# Work request
If a line in the entries contains the string "Belvedere", include that line in your answer.

# Stored items
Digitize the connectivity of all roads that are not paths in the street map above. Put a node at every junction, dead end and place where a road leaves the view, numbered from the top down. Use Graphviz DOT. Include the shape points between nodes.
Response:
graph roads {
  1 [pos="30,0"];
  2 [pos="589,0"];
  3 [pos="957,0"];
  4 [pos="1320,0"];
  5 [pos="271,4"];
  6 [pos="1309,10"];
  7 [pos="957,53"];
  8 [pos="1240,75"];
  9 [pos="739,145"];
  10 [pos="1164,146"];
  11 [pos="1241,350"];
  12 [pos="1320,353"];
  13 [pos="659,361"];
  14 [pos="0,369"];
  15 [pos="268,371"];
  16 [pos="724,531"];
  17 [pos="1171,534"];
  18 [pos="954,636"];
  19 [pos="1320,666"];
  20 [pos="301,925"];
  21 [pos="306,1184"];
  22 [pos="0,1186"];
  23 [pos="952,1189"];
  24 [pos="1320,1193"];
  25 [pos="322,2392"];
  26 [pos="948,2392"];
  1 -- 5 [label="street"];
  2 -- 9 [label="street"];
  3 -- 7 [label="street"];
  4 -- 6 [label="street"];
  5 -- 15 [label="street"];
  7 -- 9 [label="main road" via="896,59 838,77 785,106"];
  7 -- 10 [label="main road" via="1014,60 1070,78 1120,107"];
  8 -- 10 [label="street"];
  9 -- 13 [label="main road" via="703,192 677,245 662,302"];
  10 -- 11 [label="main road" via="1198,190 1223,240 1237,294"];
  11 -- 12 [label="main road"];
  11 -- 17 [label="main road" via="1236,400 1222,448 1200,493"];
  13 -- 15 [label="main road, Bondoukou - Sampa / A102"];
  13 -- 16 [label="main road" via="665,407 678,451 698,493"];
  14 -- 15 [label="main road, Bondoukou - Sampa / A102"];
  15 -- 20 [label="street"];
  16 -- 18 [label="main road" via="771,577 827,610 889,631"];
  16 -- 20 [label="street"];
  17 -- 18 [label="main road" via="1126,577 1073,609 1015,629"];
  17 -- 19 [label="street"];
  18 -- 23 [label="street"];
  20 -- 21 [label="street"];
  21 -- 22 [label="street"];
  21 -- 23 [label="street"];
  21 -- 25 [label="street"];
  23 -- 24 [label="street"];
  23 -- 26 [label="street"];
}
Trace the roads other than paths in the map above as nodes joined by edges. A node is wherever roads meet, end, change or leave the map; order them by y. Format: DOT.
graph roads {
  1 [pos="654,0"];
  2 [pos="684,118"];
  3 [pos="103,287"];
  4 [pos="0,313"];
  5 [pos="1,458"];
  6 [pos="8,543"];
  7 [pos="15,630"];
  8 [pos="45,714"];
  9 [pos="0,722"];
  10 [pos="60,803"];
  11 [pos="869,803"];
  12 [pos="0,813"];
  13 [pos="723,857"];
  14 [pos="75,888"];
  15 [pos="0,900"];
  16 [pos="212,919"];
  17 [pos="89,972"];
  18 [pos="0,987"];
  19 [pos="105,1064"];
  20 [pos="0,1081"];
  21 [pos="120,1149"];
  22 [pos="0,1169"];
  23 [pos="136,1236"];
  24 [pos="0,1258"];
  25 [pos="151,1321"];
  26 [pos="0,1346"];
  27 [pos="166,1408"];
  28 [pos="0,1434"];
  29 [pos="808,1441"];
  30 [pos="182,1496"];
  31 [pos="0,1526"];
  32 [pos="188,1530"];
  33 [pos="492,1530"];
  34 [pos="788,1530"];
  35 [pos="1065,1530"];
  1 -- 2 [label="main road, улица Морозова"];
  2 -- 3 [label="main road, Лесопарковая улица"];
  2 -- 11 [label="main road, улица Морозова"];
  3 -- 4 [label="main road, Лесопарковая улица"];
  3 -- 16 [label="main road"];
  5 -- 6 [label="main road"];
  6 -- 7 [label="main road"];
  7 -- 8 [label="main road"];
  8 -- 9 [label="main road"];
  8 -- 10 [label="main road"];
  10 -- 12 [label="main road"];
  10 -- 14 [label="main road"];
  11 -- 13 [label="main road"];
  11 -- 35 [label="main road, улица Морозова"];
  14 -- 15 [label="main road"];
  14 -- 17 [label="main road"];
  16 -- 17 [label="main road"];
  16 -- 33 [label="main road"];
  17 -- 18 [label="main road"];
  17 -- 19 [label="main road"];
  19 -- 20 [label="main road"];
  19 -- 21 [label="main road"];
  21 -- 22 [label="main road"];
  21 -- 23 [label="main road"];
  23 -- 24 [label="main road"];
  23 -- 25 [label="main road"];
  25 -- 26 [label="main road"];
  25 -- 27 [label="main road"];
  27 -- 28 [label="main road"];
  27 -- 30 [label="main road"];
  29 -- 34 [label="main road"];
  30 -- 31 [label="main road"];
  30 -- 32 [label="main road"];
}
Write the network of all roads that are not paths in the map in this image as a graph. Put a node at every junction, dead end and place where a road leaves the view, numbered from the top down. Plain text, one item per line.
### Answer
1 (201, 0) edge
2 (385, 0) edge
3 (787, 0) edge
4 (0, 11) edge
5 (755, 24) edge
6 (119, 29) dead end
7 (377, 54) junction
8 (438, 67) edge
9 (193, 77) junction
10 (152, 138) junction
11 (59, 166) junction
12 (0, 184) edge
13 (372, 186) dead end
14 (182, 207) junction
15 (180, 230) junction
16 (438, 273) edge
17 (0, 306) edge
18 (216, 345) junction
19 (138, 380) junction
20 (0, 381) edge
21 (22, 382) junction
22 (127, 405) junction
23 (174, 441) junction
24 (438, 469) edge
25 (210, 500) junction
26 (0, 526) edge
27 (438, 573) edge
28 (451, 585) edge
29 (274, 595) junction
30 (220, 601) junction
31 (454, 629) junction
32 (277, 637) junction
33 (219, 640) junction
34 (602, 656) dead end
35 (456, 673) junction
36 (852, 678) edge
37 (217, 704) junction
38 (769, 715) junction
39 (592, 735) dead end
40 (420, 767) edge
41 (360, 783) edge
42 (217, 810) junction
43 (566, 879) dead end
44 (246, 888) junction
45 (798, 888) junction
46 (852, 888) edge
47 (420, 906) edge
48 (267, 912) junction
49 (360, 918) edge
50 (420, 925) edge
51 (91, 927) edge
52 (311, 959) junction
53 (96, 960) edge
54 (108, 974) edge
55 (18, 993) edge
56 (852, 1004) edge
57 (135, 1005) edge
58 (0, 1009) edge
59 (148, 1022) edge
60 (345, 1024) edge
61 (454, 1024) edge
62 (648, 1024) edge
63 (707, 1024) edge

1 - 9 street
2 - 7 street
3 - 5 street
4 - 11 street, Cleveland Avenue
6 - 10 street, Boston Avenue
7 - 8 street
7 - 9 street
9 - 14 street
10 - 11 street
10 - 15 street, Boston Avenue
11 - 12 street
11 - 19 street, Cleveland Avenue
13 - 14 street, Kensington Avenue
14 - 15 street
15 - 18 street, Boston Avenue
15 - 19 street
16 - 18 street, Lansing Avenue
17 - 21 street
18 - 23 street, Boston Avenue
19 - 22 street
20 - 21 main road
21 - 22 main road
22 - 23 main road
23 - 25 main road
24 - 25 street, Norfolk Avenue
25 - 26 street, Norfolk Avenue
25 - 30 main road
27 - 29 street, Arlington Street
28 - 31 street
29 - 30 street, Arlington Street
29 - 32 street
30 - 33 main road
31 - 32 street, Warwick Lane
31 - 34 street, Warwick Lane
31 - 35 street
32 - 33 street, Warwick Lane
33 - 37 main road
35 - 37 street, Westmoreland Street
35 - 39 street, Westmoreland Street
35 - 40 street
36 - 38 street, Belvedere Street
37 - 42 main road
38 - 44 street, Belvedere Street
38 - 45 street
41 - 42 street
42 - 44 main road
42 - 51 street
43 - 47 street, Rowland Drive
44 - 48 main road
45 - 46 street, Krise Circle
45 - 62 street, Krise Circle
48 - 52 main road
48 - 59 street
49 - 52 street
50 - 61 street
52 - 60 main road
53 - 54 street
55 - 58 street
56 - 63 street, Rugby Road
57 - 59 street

# Output for this task
36 - 38 street, Belvedere Street
38 - 44 street, Belvedere Street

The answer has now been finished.